◆ Task objective
The response must be made up of the lines in the entries below that contain "OBERE".

Stored entries
• • • • •
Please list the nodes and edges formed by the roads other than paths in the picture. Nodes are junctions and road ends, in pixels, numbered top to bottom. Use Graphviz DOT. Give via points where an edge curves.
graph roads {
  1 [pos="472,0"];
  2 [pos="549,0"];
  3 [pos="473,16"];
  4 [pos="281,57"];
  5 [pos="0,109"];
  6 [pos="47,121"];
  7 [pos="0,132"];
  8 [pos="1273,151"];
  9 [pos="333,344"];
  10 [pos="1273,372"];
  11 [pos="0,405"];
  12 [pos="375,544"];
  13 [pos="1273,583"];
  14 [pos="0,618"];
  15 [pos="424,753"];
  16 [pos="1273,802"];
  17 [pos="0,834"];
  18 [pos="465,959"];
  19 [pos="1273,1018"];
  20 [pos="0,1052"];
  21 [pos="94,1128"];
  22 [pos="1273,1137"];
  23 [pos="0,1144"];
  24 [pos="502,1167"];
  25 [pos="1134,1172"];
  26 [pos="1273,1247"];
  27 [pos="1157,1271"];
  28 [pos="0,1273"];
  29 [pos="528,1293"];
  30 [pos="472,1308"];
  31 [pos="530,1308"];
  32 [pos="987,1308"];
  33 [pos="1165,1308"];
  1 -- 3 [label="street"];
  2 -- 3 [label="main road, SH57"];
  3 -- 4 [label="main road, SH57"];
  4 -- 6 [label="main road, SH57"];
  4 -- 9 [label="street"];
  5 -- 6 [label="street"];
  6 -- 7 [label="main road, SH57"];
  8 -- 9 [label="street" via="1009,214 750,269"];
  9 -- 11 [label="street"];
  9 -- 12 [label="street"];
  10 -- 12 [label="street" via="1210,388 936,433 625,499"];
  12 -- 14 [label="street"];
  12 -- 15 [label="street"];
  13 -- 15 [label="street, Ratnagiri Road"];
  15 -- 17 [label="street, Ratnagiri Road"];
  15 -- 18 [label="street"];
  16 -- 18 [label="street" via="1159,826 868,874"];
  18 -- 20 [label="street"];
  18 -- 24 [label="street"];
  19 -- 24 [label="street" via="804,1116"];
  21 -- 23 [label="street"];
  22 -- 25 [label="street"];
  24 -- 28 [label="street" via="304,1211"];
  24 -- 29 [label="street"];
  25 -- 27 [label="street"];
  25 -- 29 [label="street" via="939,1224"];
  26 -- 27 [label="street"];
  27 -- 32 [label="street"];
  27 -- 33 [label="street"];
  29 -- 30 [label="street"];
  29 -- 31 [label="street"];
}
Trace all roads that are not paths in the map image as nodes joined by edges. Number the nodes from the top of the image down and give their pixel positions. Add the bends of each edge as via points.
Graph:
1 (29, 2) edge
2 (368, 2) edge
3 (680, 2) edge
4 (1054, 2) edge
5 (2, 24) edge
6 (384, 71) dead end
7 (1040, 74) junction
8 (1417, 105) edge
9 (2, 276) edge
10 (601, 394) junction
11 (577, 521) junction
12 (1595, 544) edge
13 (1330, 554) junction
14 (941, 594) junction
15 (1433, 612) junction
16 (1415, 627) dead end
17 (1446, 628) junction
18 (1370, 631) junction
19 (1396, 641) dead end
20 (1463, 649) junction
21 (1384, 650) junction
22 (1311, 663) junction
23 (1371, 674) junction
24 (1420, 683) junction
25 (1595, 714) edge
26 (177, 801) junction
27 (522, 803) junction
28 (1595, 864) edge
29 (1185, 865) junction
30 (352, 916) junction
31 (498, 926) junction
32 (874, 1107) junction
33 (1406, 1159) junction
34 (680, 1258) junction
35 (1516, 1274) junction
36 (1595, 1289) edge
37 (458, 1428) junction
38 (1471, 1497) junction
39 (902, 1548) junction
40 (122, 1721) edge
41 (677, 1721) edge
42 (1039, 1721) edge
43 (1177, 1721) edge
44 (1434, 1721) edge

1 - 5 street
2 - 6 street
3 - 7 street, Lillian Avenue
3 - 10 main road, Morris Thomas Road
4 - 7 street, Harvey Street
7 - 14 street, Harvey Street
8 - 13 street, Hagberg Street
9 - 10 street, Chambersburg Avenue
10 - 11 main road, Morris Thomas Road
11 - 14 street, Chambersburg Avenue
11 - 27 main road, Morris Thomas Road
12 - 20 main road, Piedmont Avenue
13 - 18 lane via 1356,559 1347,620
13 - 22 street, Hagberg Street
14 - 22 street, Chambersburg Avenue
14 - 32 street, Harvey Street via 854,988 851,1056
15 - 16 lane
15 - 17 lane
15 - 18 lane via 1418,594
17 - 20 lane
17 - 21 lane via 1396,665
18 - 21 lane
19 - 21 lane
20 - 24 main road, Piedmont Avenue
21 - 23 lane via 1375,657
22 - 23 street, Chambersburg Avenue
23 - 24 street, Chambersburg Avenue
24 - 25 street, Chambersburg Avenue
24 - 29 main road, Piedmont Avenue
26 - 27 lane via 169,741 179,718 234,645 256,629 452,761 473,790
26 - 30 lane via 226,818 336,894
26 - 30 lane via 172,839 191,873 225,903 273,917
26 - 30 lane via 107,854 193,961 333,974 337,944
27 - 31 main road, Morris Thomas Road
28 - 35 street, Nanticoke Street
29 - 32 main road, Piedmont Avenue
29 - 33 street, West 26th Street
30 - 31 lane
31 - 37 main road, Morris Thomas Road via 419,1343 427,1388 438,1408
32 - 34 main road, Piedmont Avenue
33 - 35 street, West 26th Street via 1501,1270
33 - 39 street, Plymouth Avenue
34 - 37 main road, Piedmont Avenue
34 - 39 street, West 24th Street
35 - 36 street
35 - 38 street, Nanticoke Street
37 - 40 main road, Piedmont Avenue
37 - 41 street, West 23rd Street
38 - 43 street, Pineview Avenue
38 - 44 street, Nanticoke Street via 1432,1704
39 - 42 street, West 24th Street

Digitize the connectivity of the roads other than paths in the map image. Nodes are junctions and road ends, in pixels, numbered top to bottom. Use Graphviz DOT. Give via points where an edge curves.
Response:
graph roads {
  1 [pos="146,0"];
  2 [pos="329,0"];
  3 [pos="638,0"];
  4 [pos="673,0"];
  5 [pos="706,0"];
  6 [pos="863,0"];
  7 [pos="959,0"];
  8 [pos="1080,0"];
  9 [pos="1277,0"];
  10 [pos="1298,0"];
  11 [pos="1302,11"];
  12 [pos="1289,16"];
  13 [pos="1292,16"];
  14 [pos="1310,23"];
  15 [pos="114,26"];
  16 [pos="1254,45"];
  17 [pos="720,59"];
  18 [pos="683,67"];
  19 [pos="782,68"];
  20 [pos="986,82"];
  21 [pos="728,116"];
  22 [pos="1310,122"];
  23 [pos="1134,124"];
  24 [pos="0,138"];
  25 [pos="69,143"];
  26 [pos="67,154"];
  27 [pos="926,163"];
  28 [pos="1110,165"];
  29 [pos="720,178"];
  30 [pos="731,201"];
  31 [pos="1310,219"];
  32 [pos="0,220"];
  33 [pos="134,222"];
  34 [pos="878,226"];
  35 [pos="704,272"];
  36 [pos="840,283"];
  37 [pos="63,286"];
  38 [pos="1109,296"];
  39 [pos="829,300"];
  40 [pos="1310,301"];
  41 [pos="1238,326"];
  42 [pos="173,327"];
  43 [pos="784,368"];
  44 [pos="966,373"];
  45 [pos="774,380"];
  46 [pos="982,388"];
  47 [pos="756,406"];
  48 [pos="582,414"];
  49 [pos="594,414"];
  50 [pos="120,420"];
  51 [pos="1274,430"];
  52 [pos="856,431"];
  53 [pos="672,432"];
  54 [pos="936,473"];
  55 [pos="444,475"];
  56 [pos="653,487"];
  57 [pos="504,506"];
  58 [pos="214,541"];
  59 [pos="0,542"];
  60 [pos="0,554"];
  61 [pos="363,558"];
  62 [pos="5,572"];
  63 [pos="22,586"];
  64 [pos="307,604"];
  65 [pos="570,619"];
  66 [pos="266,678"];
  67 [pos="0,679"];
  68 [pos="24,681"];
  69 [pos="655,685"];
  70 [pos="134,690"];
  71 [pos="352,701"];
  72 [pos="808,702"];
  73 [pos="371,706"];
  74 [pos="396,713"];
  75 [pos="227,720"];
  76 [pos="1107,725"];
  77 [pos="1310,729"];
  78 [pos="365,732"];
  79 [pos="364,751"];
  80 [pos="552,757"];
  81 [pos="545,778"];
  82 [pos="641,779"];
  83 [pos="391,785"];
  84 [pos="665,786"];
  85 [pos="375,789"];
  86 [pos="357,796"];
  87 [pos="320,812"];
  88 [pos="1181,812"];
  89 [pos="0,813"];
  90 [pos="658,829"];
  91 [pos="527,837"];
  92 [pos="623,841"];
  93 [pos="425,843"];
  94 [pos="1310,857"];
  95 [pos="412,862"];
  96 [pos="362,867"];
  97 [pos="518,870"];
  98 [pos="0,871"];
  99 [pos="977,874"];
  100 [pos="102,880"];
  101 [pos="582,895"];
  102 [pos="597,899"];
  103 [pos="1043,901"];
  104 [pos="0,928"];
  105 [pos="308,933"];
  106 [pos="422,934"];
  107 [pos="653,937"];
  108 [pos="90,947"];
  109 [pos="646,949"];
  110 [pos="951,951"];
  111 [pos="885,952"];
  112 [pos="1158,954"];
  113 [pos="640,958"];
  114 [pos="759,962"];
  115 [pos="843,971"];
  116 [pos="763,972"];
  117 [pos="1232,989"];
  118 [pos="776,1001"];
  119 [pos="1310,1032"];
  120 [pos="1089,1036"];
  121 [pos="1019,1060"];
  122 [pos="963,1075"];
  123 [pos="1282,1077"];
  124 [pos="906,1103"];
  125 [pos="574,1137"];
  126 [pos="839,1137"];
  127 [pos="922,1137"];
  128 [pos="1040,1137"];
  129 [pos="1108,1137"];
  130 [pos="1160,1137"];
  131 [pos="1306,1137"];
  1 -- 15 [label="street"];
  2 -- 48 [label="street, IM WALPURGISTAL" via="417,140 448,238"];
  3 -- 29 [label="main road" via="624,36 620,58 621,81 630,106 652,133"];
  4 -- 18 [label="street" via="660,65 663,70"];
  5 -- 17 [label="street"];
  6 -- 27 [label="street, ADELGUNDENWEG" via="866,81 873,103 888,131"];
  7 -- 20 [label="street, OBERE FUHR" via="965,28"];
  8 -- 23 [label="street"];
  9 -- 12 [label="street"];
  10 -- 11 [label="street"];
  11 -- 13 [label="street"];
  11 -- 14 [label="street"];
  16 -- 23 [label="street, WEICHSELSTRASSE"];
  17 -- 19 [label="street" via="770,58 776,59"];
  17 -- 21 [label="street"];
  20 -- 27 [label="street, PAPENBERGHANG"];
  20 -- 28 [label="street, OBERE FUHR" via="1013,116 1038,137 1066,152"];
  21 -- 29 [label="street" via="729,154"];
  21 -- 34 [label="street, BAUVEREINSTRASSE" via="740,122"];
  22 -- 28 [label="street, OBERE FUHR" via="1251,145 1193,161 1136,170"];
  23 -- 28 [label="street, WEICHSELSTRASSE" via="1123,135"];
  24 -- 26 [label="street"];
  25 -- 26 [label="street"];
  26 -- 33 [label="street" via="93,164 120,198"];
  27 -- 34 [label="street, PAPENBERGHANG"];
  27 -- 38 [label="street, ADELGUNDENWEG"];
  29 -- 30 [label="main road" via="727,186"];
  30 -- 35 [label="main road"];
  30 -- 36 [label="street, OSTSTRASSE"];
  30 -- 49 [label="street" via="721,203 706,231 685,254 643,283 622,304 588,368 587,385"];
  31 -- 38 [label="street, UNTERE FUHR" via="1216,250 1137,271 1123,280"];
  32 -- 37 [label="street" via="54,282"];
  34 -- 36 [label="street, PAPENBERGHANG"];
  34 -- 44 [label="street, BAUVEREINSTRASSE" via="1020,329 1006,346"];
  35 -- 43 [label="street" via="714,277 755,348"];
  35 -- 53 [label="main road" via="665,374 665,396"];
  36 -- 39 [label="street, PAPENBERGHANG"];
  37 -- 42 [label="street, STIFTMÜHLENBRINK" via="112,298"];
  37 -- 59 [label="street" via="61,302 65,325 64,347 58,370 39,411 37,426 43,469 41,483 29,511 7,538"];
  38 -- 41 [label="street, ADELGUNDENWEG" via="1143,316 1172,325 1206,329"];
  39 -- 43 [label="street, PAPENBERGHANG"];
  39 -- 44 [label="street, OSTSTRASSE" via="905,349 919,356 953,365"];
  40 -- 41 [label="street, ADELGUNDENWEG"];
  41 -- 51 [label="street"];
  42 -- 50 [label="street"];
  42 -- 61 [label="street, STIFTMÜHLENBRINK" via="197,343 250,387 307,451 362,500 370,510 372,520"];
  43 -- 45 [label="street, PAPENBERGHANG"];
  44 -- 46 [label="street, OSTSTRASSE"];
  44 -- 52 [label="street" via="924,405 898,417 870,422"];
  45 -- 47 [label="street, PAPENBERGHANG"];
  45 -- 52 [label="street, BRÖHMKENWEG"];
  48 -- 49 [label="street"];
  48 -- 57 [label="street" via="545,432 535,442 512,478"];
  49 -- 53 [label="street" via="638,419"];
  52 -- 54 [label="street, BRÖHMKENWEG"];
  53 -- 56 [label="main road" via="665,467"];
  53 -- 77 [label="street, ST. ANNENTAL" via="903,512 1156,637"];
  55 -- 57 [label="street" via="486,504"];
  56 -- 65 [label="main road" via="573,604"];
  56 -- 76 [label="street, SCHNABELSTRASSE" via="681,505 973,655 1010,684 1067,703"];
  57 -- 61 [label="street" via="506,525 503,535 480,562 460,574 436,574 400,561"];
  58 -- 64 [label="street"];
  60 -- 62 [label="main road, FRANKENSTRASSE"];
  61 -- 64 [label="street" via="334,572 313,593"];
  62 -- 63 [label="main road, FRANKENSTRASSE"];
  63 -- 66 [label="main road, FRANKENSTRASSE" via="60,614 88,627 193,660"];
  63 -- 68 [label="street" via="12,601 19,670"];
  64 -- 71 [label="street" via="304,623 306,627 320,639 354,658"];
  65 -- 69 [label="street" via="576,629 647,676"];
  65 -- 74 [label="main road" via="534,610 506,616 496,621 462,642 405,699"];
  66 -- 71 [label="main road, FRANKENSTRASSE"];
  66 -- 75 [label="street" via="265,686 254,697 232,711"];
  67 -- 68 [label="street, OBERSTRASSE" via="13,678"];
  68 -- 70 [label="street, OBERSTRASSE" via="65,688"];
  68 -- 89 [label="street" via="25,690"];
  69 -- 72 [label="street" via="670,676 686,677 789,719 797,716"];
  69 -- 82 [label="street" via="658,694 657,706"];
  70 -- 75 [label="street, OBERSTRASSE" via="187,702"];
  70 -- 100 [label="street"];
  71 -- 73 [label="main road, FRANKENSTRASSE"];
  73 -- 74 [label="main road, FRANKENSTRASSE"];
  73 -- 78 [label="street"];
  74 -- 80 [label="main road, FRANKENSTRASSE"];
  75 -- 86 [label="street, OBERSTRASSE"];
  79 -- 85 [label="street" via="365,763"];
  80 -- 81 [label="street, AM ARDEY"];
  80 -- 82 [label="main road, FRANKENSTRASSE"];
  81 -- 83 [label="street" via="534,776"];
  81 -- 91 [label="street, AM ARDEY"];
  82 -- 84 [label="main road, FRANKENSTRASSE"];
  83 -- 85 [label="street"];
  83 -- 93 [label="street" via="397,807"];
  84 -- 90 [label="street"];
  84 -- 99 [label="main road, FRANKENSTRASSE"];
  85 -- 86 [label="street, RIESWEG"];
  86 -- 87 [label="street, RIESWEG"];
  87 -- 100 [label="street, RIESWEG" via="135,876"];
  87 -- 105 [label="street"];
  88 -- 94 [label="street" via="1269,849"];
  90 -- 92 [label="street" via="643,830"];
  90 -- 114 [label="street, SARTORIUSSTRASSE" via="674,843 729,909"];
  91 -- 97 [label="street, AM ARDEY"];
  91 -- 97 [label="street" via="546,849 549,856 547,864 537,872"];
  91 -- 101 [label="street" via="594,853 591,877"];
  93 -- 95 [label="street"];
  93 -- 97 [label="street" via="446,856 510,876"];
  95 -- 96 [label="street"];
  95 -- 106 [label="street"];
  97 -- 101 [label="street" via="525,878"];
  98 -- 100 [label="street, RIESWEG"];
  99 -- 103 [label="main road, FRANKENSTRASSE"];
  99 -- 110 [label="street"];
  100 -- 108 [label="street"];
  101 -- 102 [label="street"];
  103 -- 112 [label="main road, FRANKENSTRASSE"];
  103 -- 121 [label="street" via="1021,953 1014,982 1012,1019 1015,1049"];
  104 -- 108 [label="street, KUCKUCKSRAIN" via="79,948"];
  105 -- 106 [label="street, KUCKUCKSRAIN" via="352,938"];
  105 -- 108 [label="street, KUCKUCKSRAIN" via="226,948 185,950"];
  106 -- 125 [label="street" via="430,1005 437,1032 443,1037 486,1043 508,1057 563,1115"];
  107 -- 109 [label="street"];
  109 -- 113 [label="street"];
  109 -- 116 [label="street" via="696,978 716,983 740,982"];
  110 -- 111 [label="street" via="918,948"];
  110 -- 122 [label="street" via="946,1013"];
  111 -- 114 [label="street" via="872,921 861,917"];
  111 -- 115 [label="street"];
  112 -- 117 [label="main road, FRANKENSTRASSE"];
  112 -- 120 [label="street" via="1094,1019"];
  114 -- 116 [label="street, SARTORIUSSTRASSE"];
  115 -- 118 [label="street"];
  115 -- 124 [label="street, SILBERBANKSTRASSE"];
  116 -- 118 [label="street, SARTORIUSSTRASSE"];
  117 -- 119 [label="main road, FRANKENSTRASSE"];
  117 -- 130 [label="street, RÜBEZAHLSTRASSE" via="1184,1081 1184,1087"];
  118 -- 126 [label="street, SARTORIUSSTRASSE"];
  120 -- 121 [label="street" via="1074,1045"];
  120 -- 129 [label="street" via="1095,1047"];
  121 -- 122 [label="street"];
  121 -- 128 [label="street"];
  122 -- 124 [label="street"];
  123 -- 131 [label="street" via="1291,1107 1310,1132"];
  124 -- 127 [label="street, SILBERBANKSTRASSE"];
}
• • • • •
◆ Task output
  7 -- 20 [label="street, OBERE FUHR" via="965,28"];
  20 -- 28 [label="street, OBERE FUHR" via="1013,116 1038,137 1066,152"];
  22 -- 28 [label="street, OBERE FUHR" via="1251,145 1193,161 1136,170"];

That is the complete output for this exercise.